For three decades, the exclusionary provisions in health legislation have created a coercive environment within Canada’s health-care and health insurance systems as follows:

  • No one is permitted to buy or sell private health insurance to cover private medical and hospital services as an alternative to publicly insured services, even when the latter are inaccessible, unavailable, inconvenient and of inferior quality.
  • Patients are not allowed to apply their public insurance benefits toward the cost of medical services of physicians who choose to practise outside the government plan.
  • While physicians are permitted to provide private medical services to foreign patients in Canadian hospitals, they are not permitted to provide the same private medical services to Canadians, even though hospitals are allowed to provide private hospital and nursing services to both Canadian and foreign patients.
  • Physicians who choose to practise outside the monopolistic public insurance plan may be excluded from hospital staff appointments. Thus, both their Canadian and foreign patients lose the right to receive private medical services from their physician and hospital of choice, unless they switch to a “medicare physician.”
  • Within the Canada Health Act, coercive provisions discourage and penalize provinces, and indirectly their citizens, for allowing patients to protect their most valued possession—their life and their health—through additional charges for alternative or enhanced medicare-covered services that patients voluntarily choose for convenience, medical setting and quality.

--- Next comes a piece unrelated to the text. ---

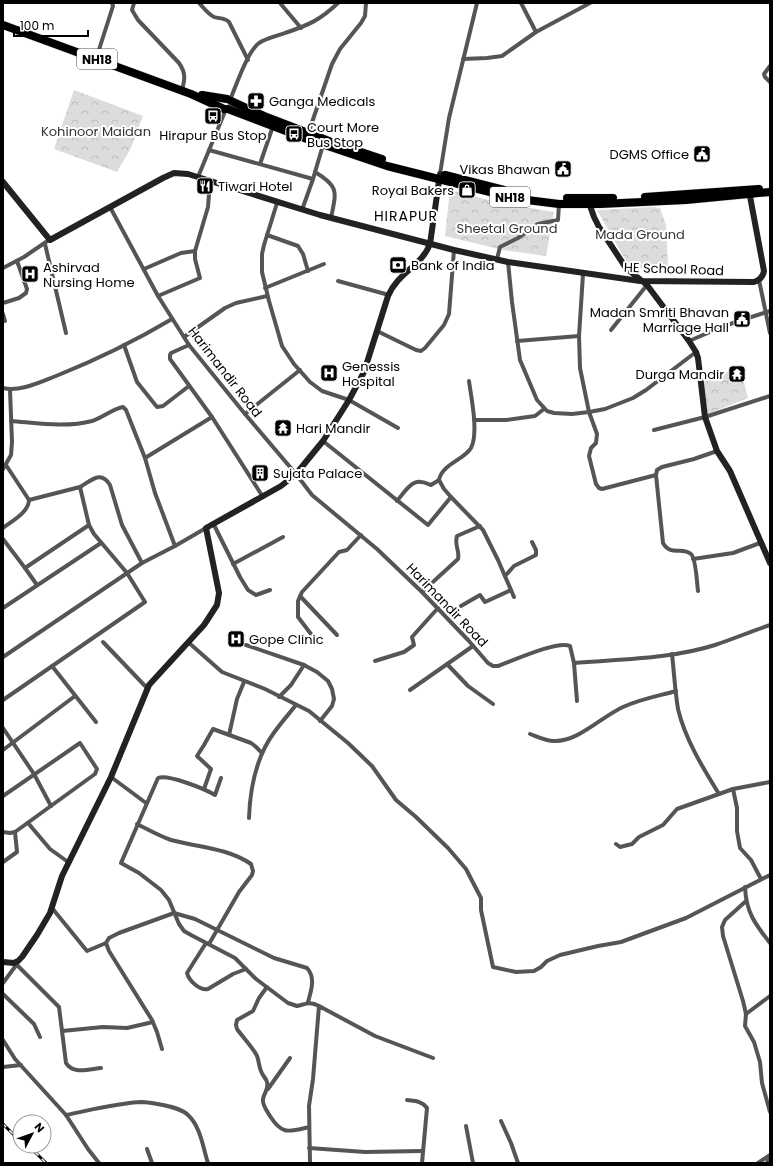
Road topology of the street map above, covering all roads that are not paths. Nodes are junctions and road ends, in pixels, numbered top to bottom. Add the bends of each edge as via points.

In view of these serious problems, it is clear that the new freedom-enhancing attitudes and expectations of Canadians are on a collision course with this same legislation.

Three years of consistent public surveys show a marked change in the public attitudes and expectations of the majority of Canadians. They now support or accept parallel public and private systems of health services, as long as these new arrangements do not jeopardize the publicly funded system. In this respect, the attitude of citizens would seem to be light-years ahead of government health policy-makers, health-care interest groups, and health-care and health insurance legislators.

The time is ripe and the risk is small for federal and provincial legislators to respond to this new majority attitude of Canadians. They should amend the exclusionary provisions in health legislation. This would largely correct the associated health system deficiencies in quality, access and choice, and would facilitate the new desires for liberalization in Canada’s health insurance and health-care services.

J. Edwin Coffey MD is an associate researcher with the MEI and co-author of Universal Private Choice: Medicare Plus, A Concept of Health Care with Quality, Access and Choice for All Canadians.